- **WHAT THE EXERCISE ASKS**
Up to and including the line that contains "Find all labels, markers", repeat each line of the data exactly, starting from the first.

- **EXTRACTED RECORDS**
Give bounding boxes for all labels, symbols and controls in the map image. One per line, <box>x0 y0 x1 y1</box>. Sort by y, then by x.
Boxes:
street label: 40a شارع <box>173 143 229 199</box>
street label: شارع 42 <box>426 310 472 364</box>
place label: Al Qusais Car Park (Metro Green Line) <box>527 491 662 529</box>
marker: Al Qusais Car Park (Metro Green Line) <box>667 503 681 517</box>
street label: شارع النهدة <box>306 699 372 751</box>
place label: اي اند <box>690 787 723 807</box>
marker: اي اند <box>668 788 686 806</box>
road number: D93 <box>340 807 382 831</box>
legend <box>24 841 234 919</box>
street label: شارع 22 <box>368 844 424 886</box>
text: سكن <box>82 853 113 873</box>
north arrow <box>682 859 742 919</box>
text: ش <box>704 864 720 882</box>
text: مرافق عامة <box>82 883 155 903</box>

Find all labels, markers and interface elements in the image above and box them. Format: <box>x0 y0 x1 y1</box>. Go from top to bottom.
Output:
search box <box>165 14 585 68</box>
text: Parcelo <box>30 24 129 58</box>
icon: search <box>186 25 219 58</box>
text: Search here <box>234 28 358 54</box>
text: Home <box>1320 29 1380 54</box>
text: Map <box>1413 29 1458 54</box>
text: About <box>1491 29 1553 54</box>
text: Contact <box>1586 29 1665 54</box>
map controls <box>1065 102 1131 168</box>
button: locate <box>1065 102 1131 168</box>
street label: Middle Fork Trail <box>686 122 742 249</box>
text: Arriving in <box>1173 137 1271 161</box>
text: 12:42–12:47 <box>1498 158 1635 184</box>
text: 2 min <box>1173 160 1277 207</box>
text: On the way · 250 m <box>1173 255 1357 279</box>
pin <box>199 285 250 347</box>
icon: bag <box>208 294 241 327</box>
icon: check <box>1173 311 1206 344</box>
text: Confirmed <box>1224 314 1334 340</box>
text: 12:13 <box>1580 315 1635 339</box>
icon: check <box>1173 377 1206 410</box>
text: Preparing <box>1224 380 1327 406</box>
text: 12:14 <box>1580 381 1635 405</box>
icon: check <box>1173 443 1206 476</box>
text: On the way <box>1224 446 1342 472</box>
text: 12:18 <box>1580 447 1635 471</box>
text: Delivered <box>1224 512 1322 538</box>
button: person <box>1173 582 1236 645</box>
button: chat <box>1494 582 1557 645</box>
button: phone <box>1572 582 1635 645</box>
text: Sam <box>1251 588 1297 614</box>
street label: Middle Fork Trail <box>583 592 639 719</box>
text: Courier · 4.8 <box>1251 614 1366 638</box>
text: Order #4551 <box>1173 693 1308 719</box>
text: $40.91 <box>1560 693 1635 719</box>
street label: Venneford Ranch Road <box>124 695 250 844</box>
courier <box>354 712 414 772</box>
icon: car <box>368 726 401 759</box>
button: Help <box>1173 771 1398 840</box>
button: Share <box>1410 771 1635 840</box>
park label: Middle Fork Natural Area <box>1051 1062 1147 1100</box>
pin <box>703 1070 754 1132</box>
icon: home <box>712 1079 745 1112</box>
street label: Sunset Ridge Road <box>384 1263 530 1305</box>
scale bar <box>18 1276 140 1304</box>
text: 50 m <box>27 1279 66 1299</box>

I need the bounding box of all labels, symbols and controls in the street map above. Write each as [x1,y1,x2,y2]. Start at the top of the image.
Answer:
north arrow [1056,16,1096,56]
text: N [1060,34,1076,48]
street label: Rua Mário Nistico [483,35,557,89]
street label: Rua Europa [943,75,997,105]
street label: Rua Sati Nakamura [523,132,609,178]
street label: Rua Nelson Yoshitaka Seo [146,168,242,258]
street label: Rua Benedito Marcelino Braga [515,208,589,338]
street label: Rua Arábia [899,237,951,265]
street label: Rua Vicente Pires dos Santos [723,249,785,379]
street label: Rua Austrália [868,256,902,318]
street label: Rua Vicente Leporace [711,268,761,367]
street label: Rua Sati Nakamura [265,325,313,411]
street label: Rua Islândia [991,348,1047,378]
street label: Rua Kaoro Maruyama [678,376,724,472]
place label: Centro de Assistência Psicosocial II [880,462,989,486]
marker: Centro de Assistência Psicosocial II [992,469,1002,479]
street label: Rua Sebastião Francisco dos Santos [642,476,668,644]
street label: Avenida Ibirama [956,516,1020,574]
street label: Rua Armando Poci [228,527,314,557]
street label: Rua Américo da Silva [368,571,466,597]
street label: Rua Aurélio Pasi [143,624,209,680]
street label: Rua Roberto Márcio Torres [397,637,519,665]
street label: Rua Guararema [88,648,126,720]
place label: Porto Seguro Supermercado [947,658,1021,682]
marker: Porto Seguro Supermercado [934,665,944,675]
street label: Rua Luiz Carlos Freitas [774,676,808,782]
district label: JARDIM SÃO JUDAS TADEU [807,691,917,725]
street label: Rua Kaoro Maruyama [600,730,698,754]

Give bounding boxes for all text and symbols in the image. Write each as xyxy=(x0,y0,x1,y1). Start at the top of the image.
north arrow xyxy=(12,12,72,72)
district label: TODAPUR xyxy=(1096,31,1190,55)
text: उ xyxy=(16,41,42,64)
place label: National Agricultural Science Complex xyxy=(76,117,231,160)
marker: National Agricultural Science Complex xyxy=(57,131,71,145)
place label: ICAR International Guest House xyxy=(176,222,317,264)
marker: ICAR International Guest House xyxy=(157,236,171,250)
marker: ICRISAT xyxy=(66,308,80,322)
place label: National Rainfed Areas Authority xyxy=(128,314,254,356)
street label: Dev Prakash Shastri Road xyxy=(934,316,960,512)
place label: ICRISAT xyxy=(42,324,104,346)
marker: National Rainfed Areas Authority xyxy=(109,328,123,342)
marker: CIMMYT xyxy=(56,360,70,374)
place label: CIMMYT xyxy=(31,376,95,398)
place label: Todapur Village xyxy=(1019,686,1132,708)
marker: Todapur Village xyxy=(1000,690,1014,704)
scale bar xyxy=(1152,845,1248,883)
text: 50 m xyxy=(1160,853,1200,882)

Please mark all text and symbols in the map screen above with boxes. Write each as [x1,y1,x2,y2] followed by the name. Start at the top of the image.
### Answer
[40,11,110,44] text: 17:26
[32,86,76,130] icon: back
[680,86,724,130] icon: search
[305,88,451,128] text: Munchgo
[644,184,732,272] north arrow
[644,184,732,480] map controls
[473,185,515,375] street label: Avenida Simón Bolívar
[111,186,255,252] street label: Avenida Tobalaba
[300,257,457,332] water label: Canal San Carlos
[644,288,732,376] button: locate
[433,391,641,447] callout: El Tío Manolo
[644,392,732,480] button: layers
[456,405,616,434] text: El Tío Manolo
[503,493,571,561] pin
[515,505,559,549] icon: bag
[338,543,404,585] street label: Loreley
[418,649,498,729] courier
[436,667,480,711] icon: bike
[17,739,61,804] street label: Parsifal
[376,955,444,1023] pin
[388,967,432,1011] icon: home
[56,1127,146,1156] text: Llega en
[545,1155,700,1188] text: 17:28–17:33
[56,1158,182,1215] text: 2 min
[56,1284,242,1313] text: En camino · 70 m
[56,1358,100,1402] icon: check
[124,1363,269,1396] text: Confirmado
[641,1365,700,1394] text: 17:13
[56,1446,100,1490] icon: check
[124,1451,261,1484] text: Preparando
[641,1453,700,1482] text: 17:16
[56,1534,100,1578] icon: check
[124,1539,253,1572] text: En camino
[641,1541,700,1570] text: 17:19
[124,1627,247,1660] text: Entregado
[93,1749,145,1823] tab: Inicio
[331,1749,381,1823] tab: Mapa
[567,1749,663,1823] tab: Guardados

- **THE COMPLETED TASK**
Give bounding boxes for all labels, symbols and controls in the map image. One per line, <box>x0 y0 x1 y1</box>. Sort by y, then by x.
Boxes:
street label: 40a شارع <box>173 143 229 199</box>
street label: شارع 42 <box>426 310 472 364</box>
place label: Al Qusais Car Park (Metro Green Line) <box>527 491 662 529</box>
marker: Al Qusais Car Park (Metro Green Line) <box>667 503 681 517</box>
street label: شارع النهدة <box>306 699 372 751</box>
place label: اي اند <box>690 787 723 807</box>
marker: اي اند <box>668 788 686 806</box>
road number: D93 <box>340 807 382 831</box>
legend <box>24 841 234 919</box>
street label: شارع 22 <box>368 844 424 886</box>
text: سكن <box>82 853 113 873</box>
north arrow <box>682 859 742 919</box>
text: ش <box>704 864 720 882</box>
text: مرافق عامة <box>82 883 155 903</box>

Find all labels, markers and interface elements in the image above and box them. Format: <box>x0 y0 x1 y1</box>. Go from top to bottom.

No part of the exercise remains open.